Evaluate performance of an aeromagnetic compensation model.

Arguments:

comp_params: CompParams aeromagnetic compensation parameters struct, either:
- NNCompParams: neural network-based aeromagnetic compensation parameters struct
- LinCompParams: linear aeromagnetic compensation parameters struct
lines: selected line number(s)
df_line: lookup table (DataFrame) of lines

Field	Type	Description
`flight`	`Symbol`	flight name (e.g., `:Flt1001`)
`line`	`Real`	line number, i.e., segments within `flight`
`t_start`	`Real`	start time of `line` to use [s]
`t_end`	`Real`	end time of `line` to use [s]
`full_line`	`Bool`	(optional) if true, `t_start` to `t_end` is full line
`map_name`	`Symbol`	(optional) name of magnetic anomaly map relevant to `line`
`map_type`	`Symbol`	(optional) type of magnetic anomaly map for `map_name` {`drape`,`HAE`}
`line_alt`	`Real`	(optional) nominal altitude of `line` [m]

df_flight: lookup table (DataFrame) of flight data HDF5 files

Field	Type	Description
`flight`	`Symbol`	flight name (e.g., `:Flt1001`)
`xyz_type`	`Symbol`	subtype of `XYZ` to use for flight data {`:XYZ0`,`:XYZ1`,`:XYZ20`,`:XYZ21`}
`xyz_set`	`Real`	flight dataset number (used to prevent inproper mixing of datasets, such as different magnetometer locations)
`xyz_h5`	`String`	path/name of flight data HDF5 file (`.h5` extension optional)

df_map: lookup table (DataFrame) of map data HDF5 files

Field	Type	Description
`map_name`	`Symbol`	name of magnetic anomaly map
`map_h5`	`String`	path/name of map data HDF5 file (`.h5` extension optional)
`map_type`	`Symbol`	(optional) type of magnetic anomaly map {`drape`,`HAE`}
`map_alt`	`Real`	(optional) map altitude, -1 for drape map [m]

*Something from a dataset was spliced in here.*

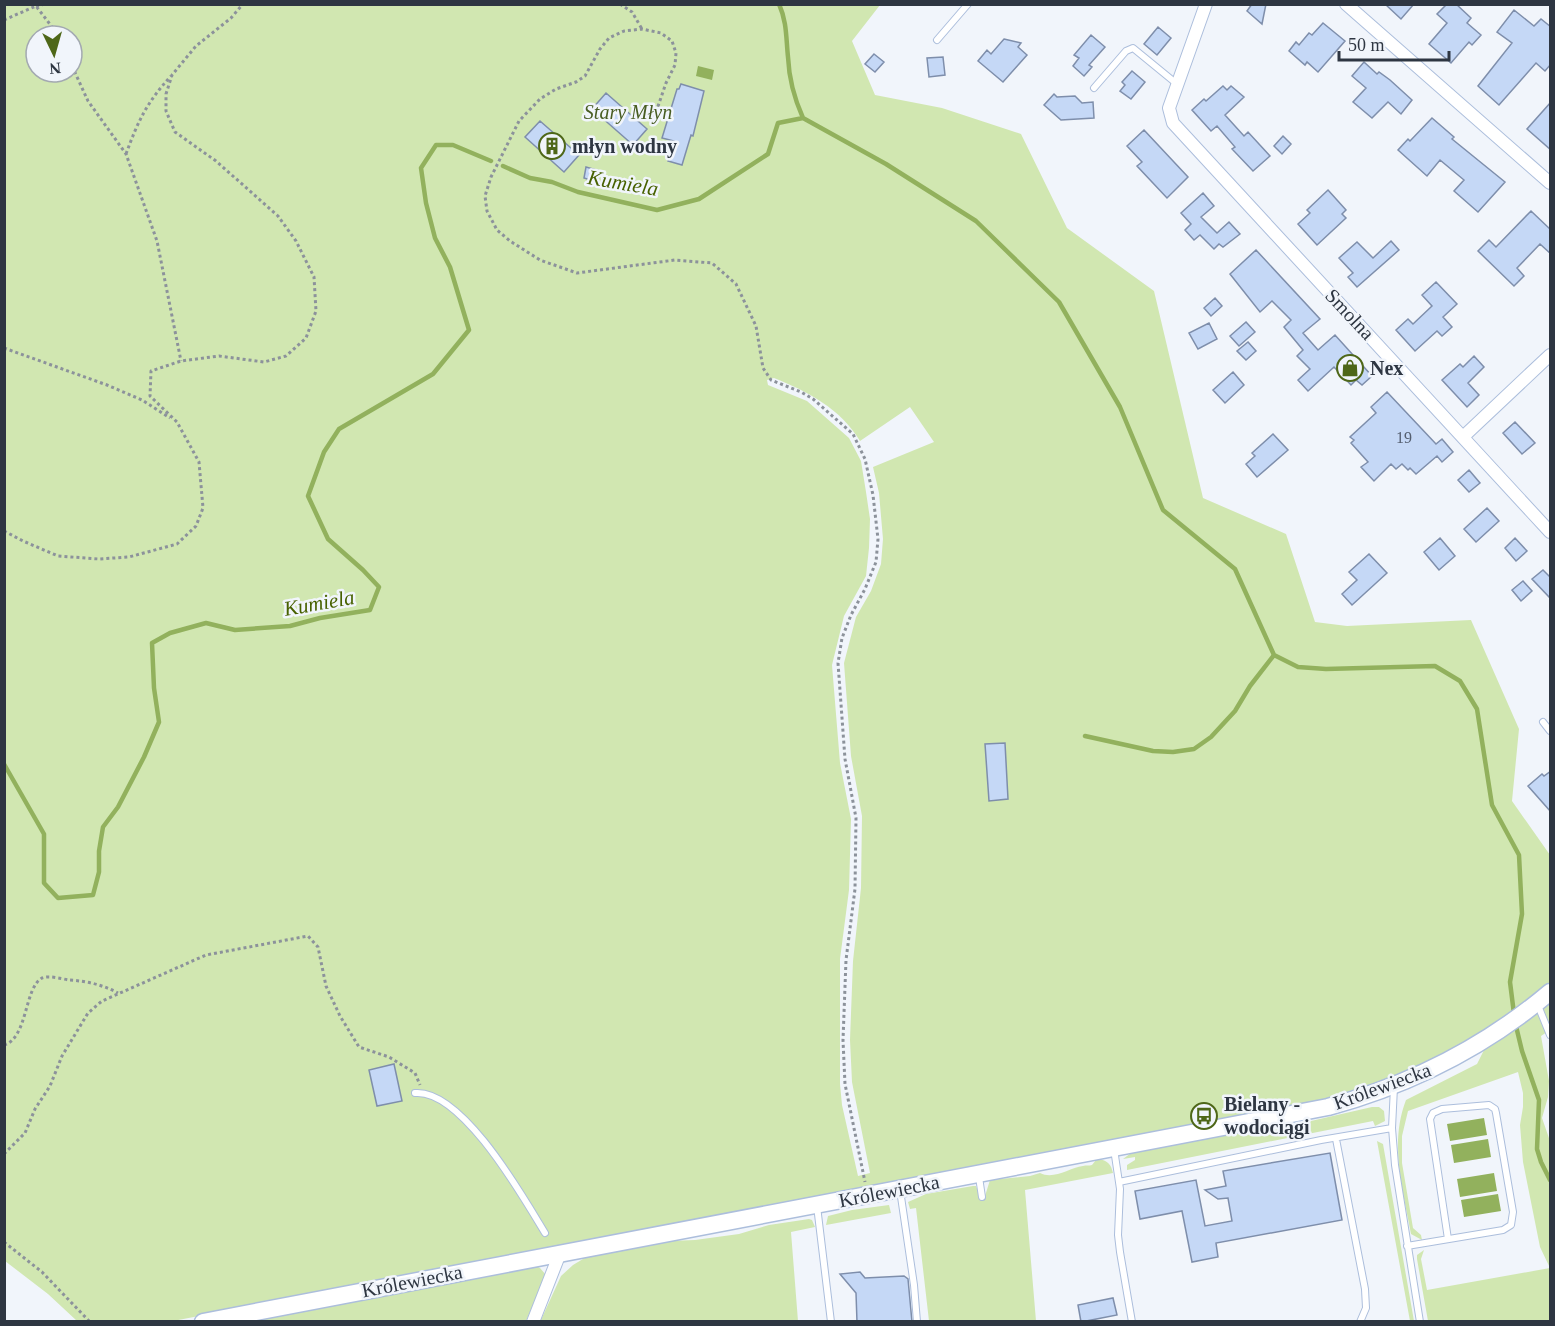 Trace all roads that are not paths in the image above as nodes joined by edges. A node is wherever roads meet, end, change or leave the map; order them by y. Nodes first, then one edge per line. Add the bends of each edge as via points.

l_window: (optional) temporal window length, only used for model_type = :m3w, :m3tf
silent: (optional) if true, no print outs

Returns:

y: length N target vector
y_hat: length N prediction vector
err: length N mean-corrected (per line) compensation error
features: length Nf feature vector (including components of TL A, etc.)